There is very little narrative context here, and while replaying the game I found myself feeling as I did back in 2005: guilty.
Because while huge and imposing, the colossi are actually passive creatures simply existing in the world. They can be dangerous if you get close, but they aren’t overtly violent. It’s more like they don’t really notice you. Even when you start attacking them they aren’t aggressive, but more reacting defensively.
The game on the PS4 is stunning. Shadow of the Colossus was one of the first games that started using the graphical power of consoles to present a sense of scale, and with this redesign and the horsepower in the PS4 you really get a sense of the majesty of the colossi.
Which only serves to drive the discomfort that I felt while killing the creatures. It’s the kind of emotional experience that can come from playing games.
Samsung Galaxy S9 and S9+ expected to have something special
If the rumours are true, when Samsung reveals its new flagship smartphones, the S9 and S9+, they will have something other premium devices don’t: a headphone jack.
Apple dropped the headphone jack with its iPhone 7 and iPhone 7+ models, a decision that was kept with the iPhone 8, iPhone 8+, and iPhone X. Google followed suit with the Pixel 2 and Pixel 2 XL.
But Samsung was resolute with the Galaxy S8 and S8+, released last spring. It appears as though the company will continue to buck the trend with the new models.

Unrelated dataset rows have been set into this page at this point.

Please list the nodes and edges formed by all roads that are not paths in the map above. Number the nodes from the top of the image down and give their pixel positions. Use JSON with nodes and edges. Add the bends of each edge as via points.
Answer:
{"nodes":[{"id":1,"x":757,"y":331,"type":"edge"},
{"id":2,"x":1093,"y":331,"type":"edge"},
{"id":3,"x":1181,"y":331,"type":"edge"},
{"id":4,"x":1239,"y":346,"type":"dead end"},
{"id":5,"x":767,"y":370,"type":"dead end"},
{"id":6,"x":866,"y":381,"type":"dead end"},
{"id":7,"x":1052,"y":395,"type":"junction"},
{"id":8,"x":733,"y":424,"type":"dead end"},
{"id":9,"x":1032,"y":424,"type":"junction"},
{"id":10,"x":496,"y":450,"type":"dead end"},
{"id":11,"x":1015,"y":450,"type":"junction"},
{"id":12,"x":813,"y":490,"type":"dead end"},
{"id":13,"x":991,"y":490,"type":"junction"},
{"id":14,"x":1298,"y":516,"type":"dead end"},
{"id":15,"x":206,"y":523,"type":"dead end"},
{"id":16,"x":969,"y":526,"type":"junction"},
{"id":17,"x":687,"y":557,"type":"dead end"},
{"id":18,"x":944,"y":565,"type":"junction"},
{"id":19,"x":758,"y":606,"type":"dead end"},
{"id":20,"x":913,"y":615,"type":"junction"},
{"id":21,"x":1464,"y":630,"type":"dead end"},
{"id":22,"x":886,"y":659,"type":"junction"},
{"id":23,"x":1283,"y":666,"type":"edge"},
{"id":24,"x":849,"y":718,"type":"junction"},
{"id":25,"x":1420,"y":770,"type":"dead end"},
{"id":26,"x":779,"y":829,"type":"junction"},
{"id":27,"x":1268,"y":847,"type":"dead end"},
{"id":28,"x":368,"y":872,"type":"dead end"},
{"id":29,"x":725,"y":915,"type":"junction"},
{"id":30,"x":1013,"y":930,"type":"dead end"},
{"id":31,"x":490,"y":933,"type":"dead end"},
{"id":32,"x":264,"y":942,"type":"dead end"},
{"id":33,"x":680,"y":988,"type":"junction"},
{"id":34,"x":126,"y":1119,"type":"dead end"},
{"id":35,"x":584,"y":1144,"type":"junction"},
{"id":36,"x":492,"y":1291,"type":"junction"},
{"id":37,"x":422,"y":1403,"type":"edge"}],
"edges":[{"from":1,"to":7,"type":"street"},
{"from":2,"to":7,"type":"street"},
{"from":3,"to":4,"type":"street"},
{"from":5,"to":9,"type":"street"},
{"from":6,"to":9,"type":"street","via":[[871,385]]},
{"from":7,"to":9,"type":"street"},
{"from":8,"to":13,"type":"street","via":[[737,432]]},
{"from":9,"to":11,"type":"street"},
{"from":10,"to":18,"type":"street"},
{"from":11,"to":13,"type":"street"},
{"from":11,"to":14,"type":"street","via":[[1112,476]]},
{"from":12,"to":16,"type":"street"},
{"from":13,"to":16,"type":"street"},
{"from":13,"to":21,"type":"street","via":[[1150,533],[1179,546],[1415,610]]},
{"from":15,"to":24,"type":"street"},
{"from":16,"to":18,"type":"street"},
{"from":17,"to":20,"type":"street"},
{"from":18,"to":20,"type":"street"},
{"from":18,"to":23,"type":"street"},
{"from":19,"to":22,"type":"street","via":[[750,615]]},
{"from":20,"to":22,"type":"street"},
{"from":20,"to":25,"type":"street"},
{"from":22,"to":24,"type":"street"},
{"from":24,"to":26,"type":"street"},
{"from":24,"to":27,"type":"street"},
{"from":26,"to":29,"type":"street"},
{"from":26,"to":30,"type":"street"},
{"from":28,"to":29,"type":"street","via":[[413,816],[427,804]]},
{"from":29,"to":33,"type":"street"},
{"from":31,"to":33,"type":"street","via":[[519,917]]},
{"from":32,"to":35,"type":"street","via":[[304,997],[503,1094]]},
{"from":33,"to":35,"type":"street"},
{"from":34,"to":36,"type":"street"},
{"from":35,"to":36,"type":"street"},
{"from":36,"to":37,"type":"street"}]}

We’ll know more next week. Samsung is expected to unveil new handsets on Sunday, February 25, in Barcelona, just before the Mobile World Congress trade show.
The end of your relationship predicted by a website based on “Black Mirror”
With the tagline, “Everything happens for a reason,” the Coach.Dating website is a unique online experience.
You must visit the site at the same time as your partner – the system provide a unique URL you share with them to connect the two of you – and you must respond to a prompt simultaneously.
The website returns a number that is an ostensible prediction. In my tests, it seems more random than anything, though.
Viewers of the Netflix series Black Mirror may find this all a bit familiar. With good reason, because this website was designed to emulate the dating experiences that are central to the plot of Season 4 episode, “Hang the DJ.”
Last Wednesday, on The Shift with Drex, Drex and I talked about the drone show during the PyeongChang 2018 opening ceremonies, the ski jackets and pants that have battery-powered warming worn by athletes there, the story of Amazon’s Alexa assistant ordering cat food while listening to a TV commercial about cat food, and how facial recognition technology is racially biased.